*Prompt*: If a line of the data below holds the word "dead", list it.

[Saved data entries]
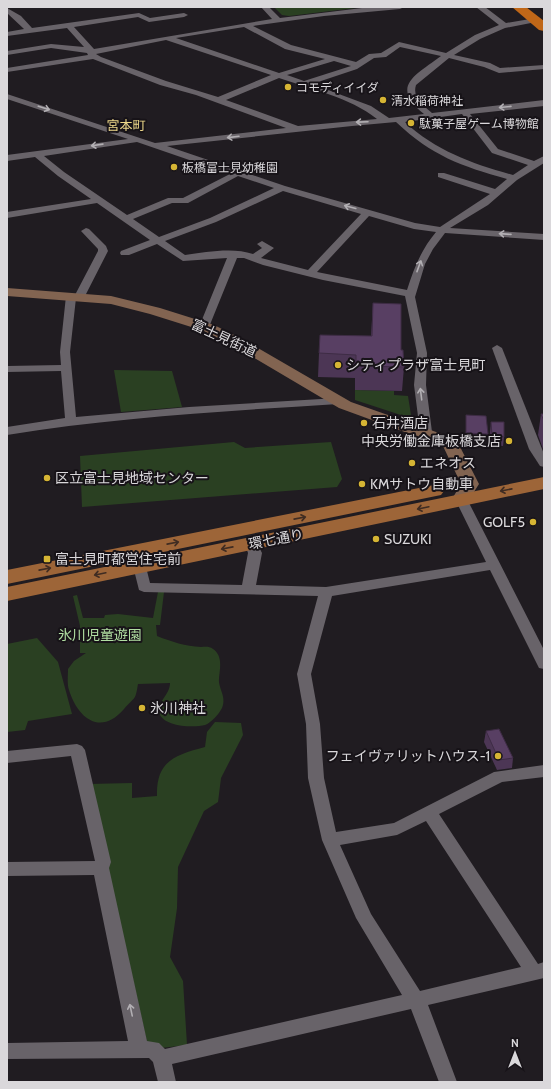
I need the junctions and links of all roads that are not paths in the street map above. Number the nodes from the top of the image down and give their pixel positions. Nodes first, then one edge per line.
1 (265, 7) edge
2 (395, 7) edge
3 (400, 7) edge
4 (480, 7) edge
5 (520, 7) edge
6 (7, 10) edge
7 (187, 21) edge
8 (279, 21) junction
9 (69, 25) junction
10 (504, 25) junction
11 (542, 25) edge
12 (248, 26) junction
13 (30, 31) junction
14 (7, 34) edge
15 (167, 38) junction
16 (93, 52) junction
17 (7, 53) edge
18 (449, 55) junction
19 (332, 59) junction
20 (358, 65) junction
21 (544, 66) edge
22 (7, 70) edge
23 (277, 76) junction
24 (302, 84) junction
25 (7, 96) edge
26 (218, 100) junction
27 (24, 102) junction
28 (544, 103) edge
29 (7, 107) edge
30 (464, 112) junction
31 (430, 115) junction
32 (394, 121) junction
33 (297, 129) junction
34 (136, 141) junction
35 (153, 145) junction
36 (37, 154) junction
37 (7, 158) edge
38 (544, 159) edge
39 (536, 165) junction
40 (236, 174) junction
41 (441, 174) dead end
42 (514, 178) junction
43 (282, 188) junction
44 (496, 193) junction
45 (99, 200) junction
46 (368, 212) junction
47 (7, 215) edge
48 (126, 219) junction
49 (441, 230) junction
50 (86, 231) dead end
51 (544, 237) edge
52 (156, 241) junction
53 (262, 244) dead end
54 (125, 253) dead end
55 (233, 255) junction
56 (254, 258) junction
57 (310, 274) junction
58 (7, 292) edge
59 (411, 294) junction
60 (76, 296) junction
61 (204, 326) junction
62 (497, 348) dead end
63 (67, 368) junction
64 (7, 369) edge
65 (338, 401) junction
66 (71, 422) junction
67 (7, 431) edge
68 (426, 432) junction
69 (544, 463) edge
70 (544, 469) edge
71 (544, 483) edge
72 (466, 492) junction
73 (251, 544) junction
74 (493, 565) junction
75 (140, 566) junction
76 (7, 577) edge
77 (248, 590) junction
78 (326, 592) junction
79 (7, 594) edge
80 (544, 664) edge
81 (7, 757) edge
82 (544, 771) edge
83 (429, 812) junction
84 (330, 840) junction
85 (101, 868) junction
86 (7, 869) edge
87 (539, 971) edge
88 (415, 999) junction
89 (139, 1048) junction
90 (7, 1051) edge
91 (161, 1058) junction
92 (167, 1082) edge
93 (448, 1082) edge

1 - 8 street
2 - 3 street
2 - 8 street
4 - 10 street
5 - 11 highway
6 - 13 street
7 - 9 street
7 - 12 street
7 - 15 street
8 - 12 street
9 - 13 street
9 - 16 street
10 - 11 street
10 - 18 street
12 - 19 street
13 - 14 street
15 - 16 street
15 - 23 street
16 - 17 street
16 - 22 street
16 - 26 street
18 - 20 street
18 - 21 street
18 - 31 street
19 - 20 street
19 - 23 street
20 - 24 street
23 - 24 street
23 - 26 street
24 - 32 street
25 - 27 street
26 - 33 street
27 - 29 street
27 -> 34 street
28 -> 30 street
30 - 31 street
30 - 39 street
31 - 32 street
32 -> 33 street
32 - 42 street
33 -> 35 street
34 - 35 street
34 -> 36 street
35 - 40 street
36 - 37 street
36 - 45 street
38 - 39 street
39 - 42 street
40 - 43 street
40 - 48 street
41 - 44 street
42 - 44 street
46 -> 43 street
43 - 52 street
44 - 49 street
45 - 47 street
45 - 48 street
46 - 49 street
46 - 57 street
48 - 52 street
51 -> 49 street
59 -> 49 street
50 - 60 street
52 - 54 street
52 - 55 street
53 - 56 street
55 - 56 street
55 - 61 street
56 - 57 street
57 - 59 street
58 - 60 street, 富士見街道
68 -> 59 street
60 - 61 street, 富士見街道
60 - 63 street
61 - 65 street, 富士見街道
62 - 69 street
63 - 64 street
63 - 66 street
65 - 66 street
65 - 68 street, 富士見街道
66 - 67 street
68 - 72 street, 富士見街道
70 - 72 main road, 環七通り
71 -> 72 main road, 環七通り
72 -> 73 main road, 環七通り
72 - 74 street
76 -> 72 main road, 環七通り
73 -> 75 main road, 環七通り
73 - 77 street
74 - 78 street
74 - 80 street
75 - 77 street
75 -> 79 main road, 環七通り
77 - 78 street
78 - 84 street
81 - 85 street
82 - 83 street
83 - 84 street
83 - 87 street
84 - 88 street
85 - 86 street
89 -> 85 street
87 - 88 street
88 - 91 street
88 - 93 street
89 - 90 street
89 - 91 street
91 - 92 street

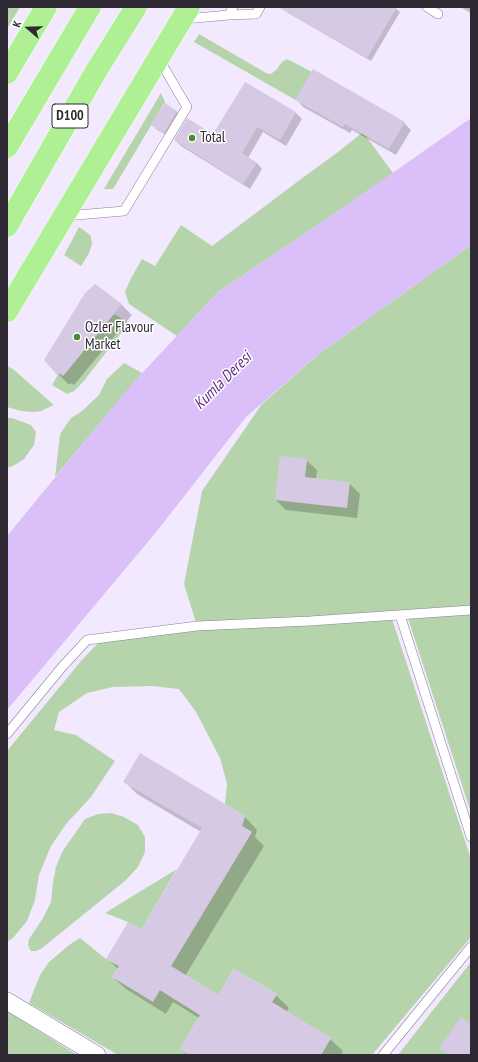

*Solution for this task*:
41 (441, 174) dead end
50 (86, 231) dead end
53 (262, 244) dead end
54 (125, 253) dead end
62 (497, 348) dead end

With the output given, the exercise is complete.